East Asia is different, in two related ways. Its key strategic powers are much further apart, and they are mostly connected by sea rather than by land. That is even true of India and China, because their long border is so mountainous as to be impervious to large-scale land forces.

That makes it far less clear that Japan’s or India’s vulnerability to Chinese attack depends on Australia’s security, or vice versa. China can quite easily threaten one of them without threatening any of the others. It doesn’t need to go through Japan to attack Australia.

Strategic geography is one of the reasons why there is no Asian NATO, and why the attempt to establish one—SEATO—failed so dismally.

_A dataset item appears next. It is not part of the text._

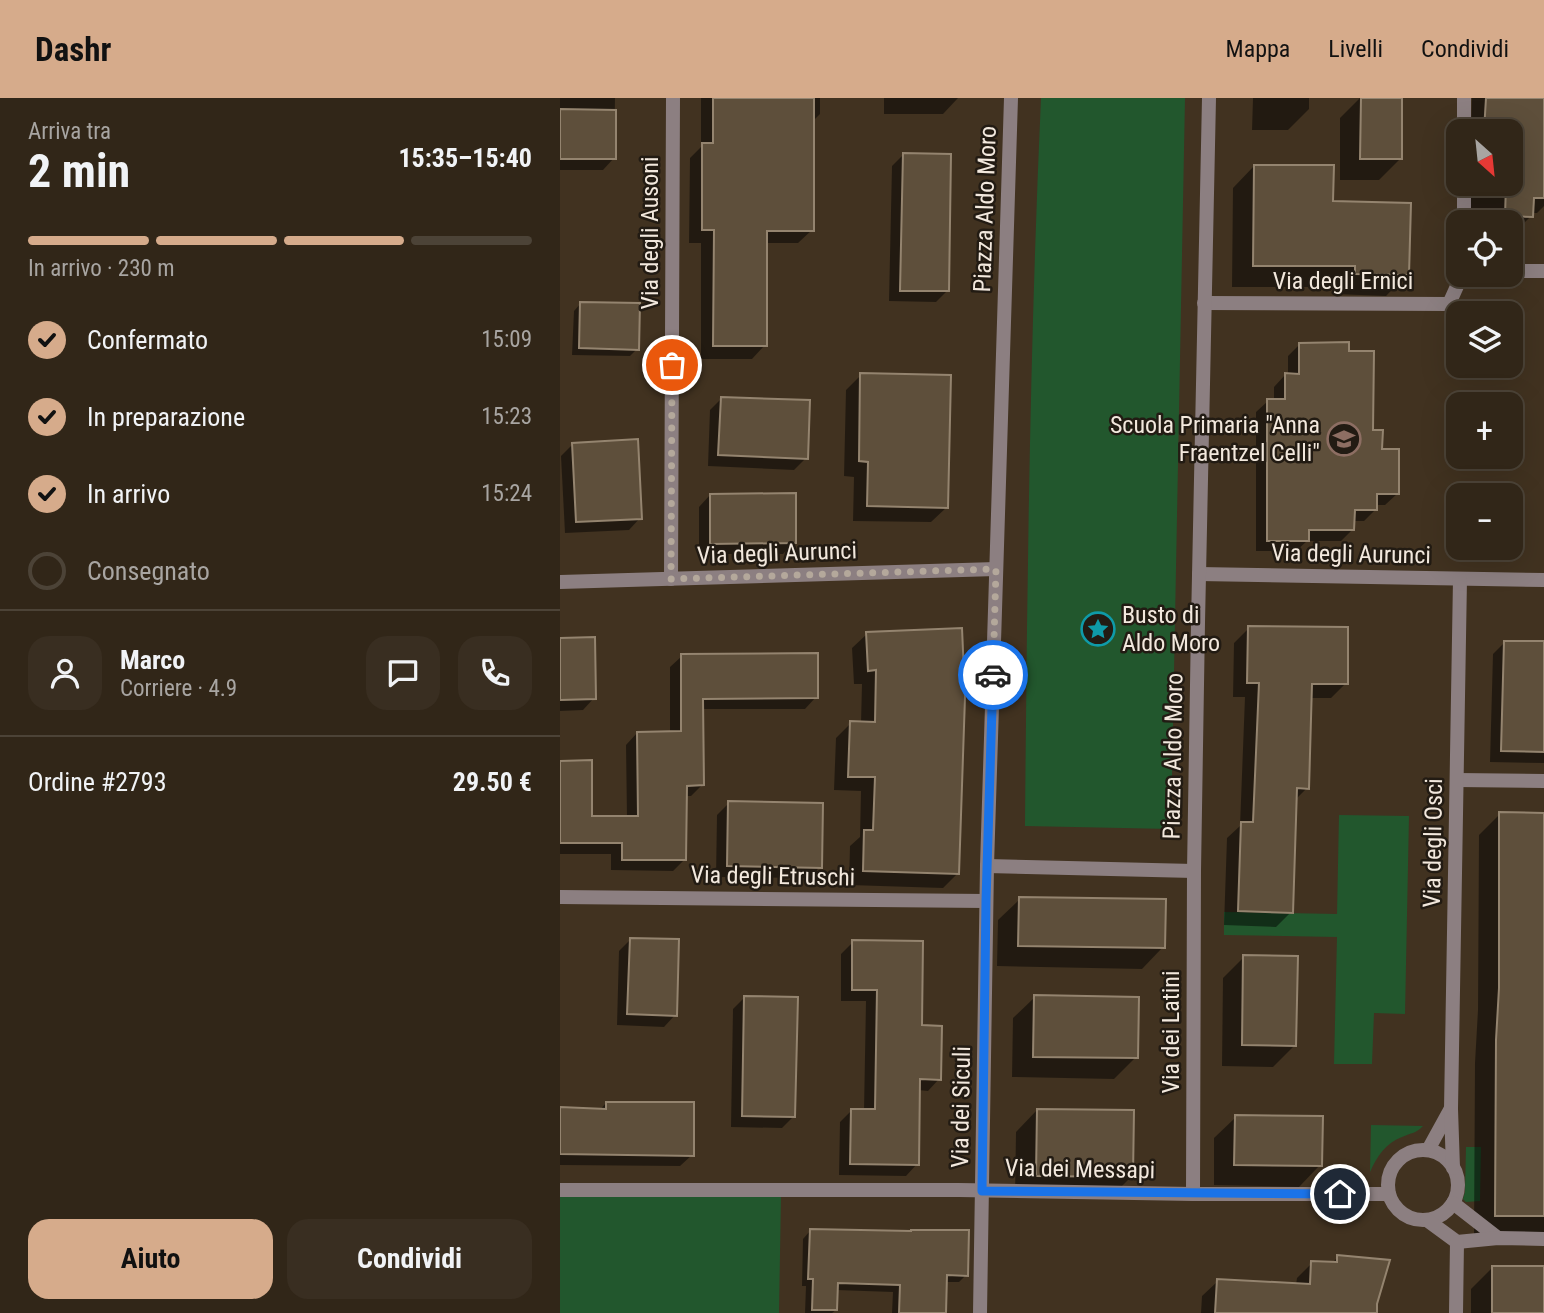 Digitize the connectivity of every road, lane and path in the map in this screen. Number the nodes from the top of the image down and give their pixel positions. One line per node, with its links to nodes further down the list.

This line of argument does not, of course, apply with the same force to Indonesia. Its position makes its security critical to ours, which makes it highly credible that we would fight in its defence—just as Britain has at times fought to defend France—and (perhaps a little less likely) that it would fight to defend us. Indonesia also has the potential to become a major power and thus a very valuable ally. That is why, as I’ve argued elsewhere, Indonesia may well be our most important strategic partner in the decades ahead. But as the example of Britain and France attests, close neighbours make awkward allies. We can never take Indonesia for granted.

And that means that we cannot count on Japan’s or India’s or Indonesia’s or anyone else’s help if we are threatened, just as they cannot count on ours if they are. A big factor here is that, for all of us, China is a valued partner as well as a scary neighbour. It would have to become a lot less valued, or a lot more scary, before Asian powers overcame the centrifugal effect of geographical dispersion and coalesced against it. And Beijing may well be smart enough to stop that happening: divide et impera no doubt translates well into Mandarin.

None of this means we have no chance of building alliances with countries in our region. Nor does it mean that we shouldn’t build a defence force that would allow us to fight alongside them if we can. But it does mean we shouldn’t base our strategic posture on the optimistic assumption that we will always find a powerful friend when we need one. We can count on New Zealand, but other than that, we need to plan to fight alone.